→ Requirement: Pull every "roads" line out of the data below.

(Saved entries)
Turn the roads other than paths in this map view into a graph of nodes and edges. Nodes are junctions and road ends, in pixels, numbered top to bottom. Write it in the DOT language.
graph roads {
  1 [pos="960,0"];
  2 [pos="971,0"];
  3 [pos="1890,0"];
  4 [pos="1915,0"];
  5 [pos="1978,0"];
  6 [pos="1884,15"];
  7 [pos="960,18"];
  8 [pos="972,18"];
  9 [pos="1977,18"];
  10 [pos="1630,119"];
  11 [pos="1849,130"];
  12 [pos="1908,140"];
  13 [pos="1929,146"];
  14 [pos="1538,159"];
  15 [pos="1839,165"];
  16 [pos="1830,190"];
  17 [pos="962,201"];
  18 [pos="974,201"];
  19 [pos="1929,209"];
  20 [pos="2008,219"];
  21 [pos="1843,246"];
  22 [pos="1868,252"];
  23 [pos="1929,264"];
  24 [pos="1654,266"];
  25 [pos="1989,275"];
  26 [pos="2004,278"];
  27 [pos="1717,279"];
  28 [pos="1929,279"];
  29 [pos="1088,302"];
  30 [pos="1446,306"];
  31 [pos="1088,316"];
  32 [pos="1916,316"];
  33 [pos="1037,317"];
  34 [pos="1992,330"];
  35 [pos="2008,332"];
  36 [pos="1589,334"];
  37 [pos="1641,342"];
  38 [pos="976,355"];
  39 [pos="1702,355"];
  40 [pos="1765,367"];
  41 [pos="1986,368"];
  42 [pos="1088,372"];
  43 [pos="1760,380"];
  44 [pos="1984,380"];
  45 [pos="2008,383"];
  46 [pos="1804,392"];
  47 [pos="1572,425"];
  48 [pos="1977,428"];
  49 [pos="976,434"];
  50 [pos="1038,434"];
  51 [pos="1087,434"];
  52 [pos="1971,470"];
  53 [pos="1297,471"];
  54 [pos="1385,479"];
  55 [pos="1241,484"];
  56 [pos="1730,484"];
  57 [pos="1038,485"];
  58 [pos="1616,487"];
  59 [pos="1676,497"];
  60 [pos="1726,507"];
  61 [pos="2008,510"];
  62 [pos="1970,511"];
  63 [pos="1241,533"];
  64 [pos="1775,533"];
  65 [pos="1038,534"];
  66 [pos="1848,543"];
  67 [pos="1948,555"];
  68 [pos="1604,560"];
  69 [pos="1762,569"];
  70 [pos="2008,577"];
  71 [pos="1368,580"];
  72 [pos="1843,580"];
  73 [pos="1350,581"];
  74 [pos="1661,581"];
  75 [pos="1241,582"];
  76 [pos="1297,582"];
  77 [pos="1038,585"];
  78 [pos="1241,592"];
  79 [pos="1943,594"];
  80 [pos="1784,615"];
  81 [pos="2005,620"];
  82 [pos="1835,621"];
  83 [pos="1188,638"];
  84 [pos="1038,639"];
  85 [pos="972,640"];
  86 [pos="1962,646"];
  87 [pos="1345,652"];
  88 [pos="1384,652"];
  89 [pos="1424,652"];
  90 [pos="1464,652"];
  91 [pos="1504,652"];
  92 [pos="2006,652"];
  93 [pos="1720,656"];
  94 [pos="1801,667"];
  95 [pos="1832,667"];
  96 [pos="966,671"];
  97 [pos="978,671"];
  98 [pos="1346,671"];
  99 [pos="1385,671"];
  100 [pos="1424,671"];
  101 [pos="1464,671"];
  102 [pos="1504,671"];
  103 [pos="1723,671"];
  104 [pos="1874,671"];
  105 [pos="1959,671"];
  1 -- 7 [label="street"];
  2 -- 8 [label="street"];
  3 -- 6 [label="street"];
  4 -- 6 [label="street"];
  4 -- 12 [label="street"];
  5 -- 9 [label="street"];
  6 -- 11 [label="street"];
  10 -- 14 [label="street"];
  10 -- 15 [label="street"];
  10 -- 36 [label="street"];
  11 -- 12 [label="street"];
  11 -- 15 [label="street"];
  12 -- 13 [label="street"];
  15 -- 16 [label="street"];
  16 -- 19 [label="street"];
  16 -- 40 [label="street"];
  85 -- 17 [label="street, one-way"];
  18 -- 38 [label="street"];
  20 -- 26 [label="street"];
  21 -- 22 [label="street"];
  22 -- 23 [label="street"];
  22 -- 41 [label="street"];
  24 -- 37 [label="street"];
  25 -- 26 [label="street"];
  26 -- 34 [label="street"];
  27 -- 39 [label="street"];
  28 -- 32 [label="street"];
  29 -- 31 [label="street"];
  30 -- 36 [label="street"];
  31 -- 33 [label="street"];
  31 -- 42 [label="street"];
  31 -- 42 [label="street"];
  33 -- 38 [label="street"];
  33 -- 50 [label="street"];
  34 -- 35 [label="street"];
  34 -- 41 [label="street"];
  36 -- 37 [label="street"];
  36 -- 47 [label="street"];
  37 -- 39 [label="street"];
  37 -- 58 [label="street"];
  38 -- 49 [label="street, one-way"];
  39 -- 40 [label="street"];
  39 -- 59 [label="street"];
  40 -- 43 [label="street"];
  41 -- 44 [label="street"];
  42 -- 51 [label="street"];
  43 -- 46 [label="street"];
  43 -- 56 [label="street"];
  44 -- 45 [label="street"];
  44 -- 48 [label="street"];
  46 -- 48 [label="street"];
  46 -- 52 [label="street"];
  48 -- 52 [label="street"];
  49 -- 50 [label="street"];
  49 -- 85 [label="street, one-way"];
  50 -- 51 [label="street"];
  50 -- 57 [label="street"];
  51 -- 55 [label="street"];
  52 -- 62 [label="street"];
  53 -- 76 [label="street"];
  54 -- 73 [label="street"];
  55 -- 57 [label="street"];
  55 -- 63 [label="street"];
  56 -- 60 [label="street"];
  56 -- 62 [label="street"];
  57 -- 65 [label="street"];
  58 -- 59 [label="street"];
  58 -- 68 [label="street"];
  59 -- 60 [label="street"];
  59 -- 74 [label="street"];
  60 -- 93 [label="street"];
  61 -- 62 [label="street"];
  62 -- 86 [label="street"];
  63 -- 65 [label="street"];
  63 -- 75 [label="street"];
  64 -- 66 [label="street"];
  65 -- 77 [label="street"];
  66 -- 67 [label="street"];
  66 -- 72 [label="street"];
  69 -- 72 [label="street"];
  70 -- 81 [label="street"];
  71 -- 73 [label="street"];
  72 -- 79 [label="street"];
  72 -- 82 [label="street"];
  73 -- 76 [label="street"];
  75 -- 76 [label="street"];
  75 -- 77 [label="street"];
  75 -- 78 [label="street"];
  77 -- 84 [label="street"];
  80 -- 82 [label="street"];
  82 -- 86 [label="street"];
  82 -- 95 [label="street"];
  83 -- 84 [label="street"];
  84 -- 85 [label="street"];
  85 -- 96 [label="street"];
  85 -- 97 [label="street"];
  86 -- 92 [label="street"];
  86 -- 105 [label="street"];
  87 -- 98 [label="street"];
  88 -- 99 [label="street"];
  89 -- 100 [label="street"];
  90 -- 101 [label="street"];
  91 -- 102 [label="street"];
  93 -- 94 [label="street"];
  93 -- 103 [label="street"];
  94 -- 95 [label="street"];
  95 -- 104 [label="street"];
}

→ Answer to the problem:
Turn the roads other than paths in this map view into a graph of nodes and edges. Nodes are junctions and road ends, in pixels, numbered top to bottom. Write it in the DOT language.
graph roads {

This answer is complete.